Stored data:
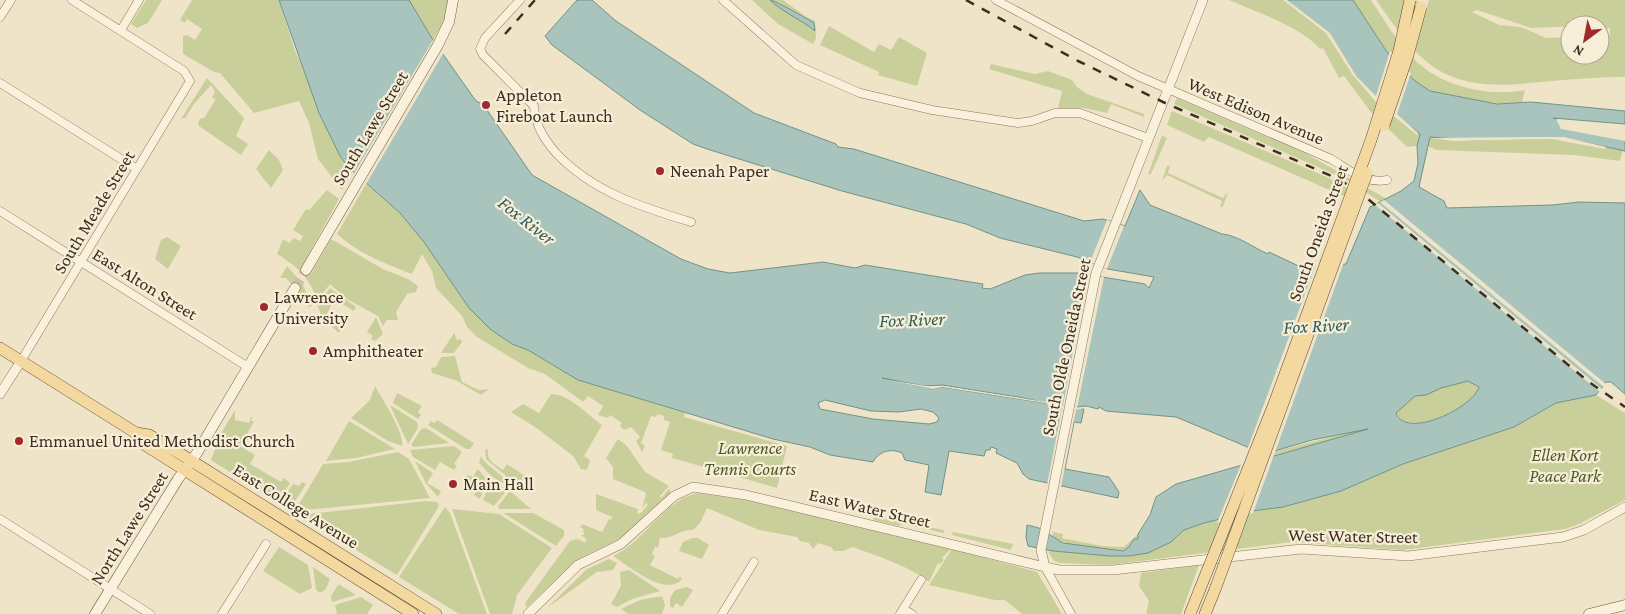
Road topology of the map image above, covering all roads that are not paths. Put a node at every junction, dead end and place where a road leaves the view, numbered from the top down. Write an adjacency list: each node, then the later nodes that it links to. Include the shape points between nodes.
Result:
1 (10, 0): 11 (street)
2 (72, 0): 12 (street)
3 (139, 0): 12 (street)
4 (453, 0): 21 (main road, South Lawe Street, via 449,22 438,45)
5 (520, 0): 19 (street, via 485,38 480,49 534,106 539,130 550,146 586,181 650,210)
6 (723, 0): 15 (street, via 796,65 860,93 932,110 1018,122 1055,113 1080,113)
7 (996, 0): 14 (street, West Edison Avenue, via 1105,61)
8 (1203, 0): 14 (street, South Olde Oneida Street)
9 (1410, 0): 48 (main road, South Oneida Street, bridge, via 1399,51 1371,140 1274,404)
10 (1422, 4): 49 (main road, South Oneida Street, bridge, via 1382,130)
11 (0, 17)
12 (121, 30): 16 (street, South Meade Street, via 190,78 189,85)
13 (0, 83): 16 (street)
14 (1168, 88): 15 (street, South Olde Oneida Street); 17 (street, West Edison Avenue, via 1331,159 1350,172 1376,182)
15 (1148, 138): 34 (street, South Olde Oneida Street, via 1095,276 1041,550)
16 (137, 169): 20 (street, South Meade Street)
17 (1387, 180)
18 (0, 211): 20 (street, East Alton Street)
19 (691, 222)
20 (82, 262): 24 (street, South Meade Street); 25 (street, East Alton Street)
21 (306, 270)
22 (295, 288): 25 (main road)
23 (0, 348): 24 (main road, East College Avenue)
24 (21, 361): 26 (street); 27 (main road, East College Avenue)
25 (248, 366): 28 (main road)
26 (0, 394)
27 (136, 434): 28 (main road, East College Avenue, via 149,435); 29 (main road, East College Avenue, via 145,445)
28 (192, 461): 29 (main road, North Lawe Street); 43 (main road, East College Avenue)
29 (184, 470): 36 (main road, North Lawe Street); 42 (main road, East College Avenue)
30 (1625, 507): 34 (street, West Water Street, via 1584,530 1562,537 1408,556 1301,550 1113,570)
31 (0, 519): 36 (street)
32 (266, 544): 41 (street)
33 (754, 562): 45 (street)
34 (1045, 567): 44 (street, East Water Street, via 746,495 704,487 687,488 621,544 578,565); 47 (street)
35 (922, 580): 38 (street)
36 (110, 589): 39 (main road, North Lawe Street); 40 (street)
37 (1625, 605): 50 (main road)
38 (901, 611): 46 (street)
39 (95, 614)
40 (150, 614)
41 (222, 614)
42 (413, 614)
43 (436, 614)
44 (528, 614)
45 (722, 614)
46 (912, 614)
47 (1071, 614)
48 (1190, 614)
49 (1205, 614)
50 (1590, 614)

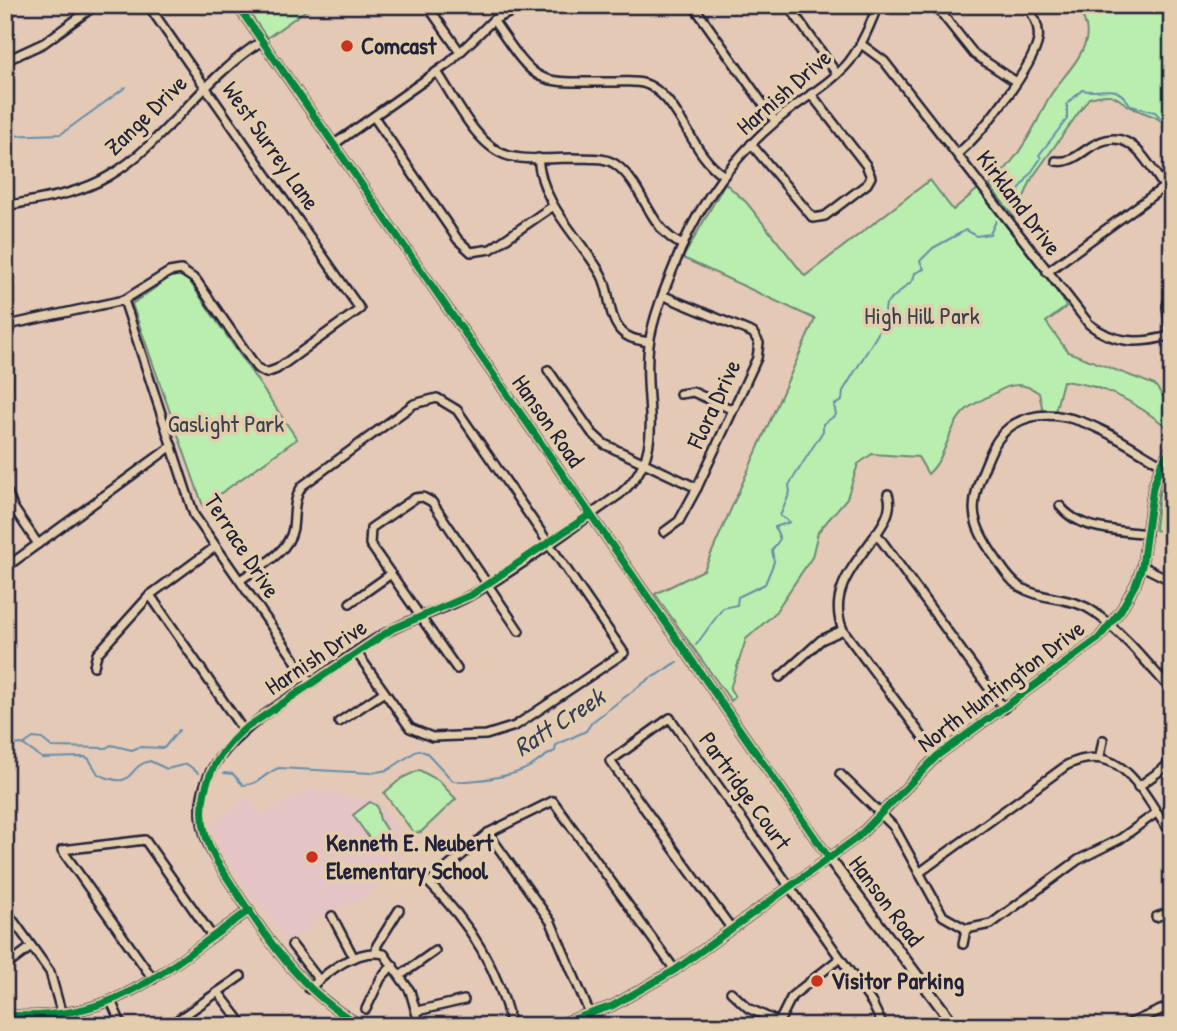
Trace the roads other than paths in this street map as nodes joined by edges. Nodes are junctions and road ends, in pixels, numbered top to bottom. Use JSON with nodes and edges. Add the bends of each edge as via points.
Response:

**GOAL OF THE EXERCISE**. No pictures belong in the copy; output every record exactly.

**RESULT**.
Road topology of the map image above, covering all roads that are not paths. Put a node at every junction, dead end and place where a road leaves the view, numbered from the top down. Write an adjacency list: each node, then the later nodes that it links to. Include the shape points between nodes.
Result:
1 (10, 0): 11 (street)
2 (72, 0): 12 (street)
3 (139, 0): 12 (street)
4 (453, 0): 21 (main road, South Lawe Street, via 449,22 438,45)
5 (520, 0): 19 (street, via 485,38 480,49 534,106 539,130 550,146 586,181 650,210)
6 (723, 0): 15 (street, via 796,65 860,93 932,110 1018,122 1055,113 1080,113)
7 (996, 0): 14 (street, West Edison Avenue, via 1105,61)
8 (1203, 0): 14 (street, South Olde Oneida Street)
9 (1410, 0): 48 (main road, South Oneida Street, bridge, via 1399,51 1371,140 1274,404)
10 (1422, 4): 49 (main road, South Oneida Street, bridge, via 1382,130)
11 (0, 17)
12 (121, 30): 16 (street, South Meade Street, via 190,78 189,85)
13 (0, 83): 16 (street)
14 (1168, 88): 15 (street, South Olde Oneida Street); 17 (street, West Edison Avenue, via 1331,159 1350,172 1376,182)
15 (1148, 138): 34 (street, South Olde Oneida Street, via 1095,276 1041,550)
16 (137, 169): 20 (street, South Meade Street)
17 (1387, 180)
18 (0, 211): 20 (street, East Alton Street)
19 (691, 222)
20 (82, 262): 24 (street, South Meade Street); 25 (street, East Alton Street)
21 (306, 270)
22 (295, 288): 25 (main road)
23 (0, 348): 24 (main road, East College Avenue)
24 (21, 361): 26 (street); 27 (main road, East College Avenue)
25 (248, 366): 28 (main road)
26 (0, 394)
27 (136, 434): 28 (main road, East College Avenue, via 149,435); 29 (main road, East College Avenue, via 145,445)
28 (192, 461): 29 (main road, North Lawe Street); 43 (main road, East College Avenue)
29 (184, 470): 36 (main road, North Lawe Street); 42 (main road, East College Avenue)
30 (1625, 507): 34 (street, West Water Street, via 1584,530 1562,537 1408,556 1301,550 1113,570)
31 (0, 519): 36 (street)
32 (266, 544): 41 (street)
33 (754, 562): 45 (street)
34 (1045, 567): 44 (street, East Water Street, via 746,495 704,487 687,488 621,544 578,565); 47 (street)
35 (922, 580): 38 (street)
36 (110, 589): 39 (main road, North Lawe Street); 40 (street)
37 (1625, 605): 50 (main road)
38 (901, 611): 46 (street)
39 (95, 614)
40 (150, 614)
41 (222, 614)
42 (413, 614)
43 (436, 614)
44 (528, 614)
45 (722, 614)
46 (912, 614)
47 (1071, 614)
48 (1190, 614)
49 (1205, 614)
50 (1590, 614)

Trace the roads other than paths in this street map as nodes joined by edges. Nodes are junctions and road ends, in pixels, numbered top to bottom. Use JSON with nodes and edges. Add the bends of each edge as via points.
Response:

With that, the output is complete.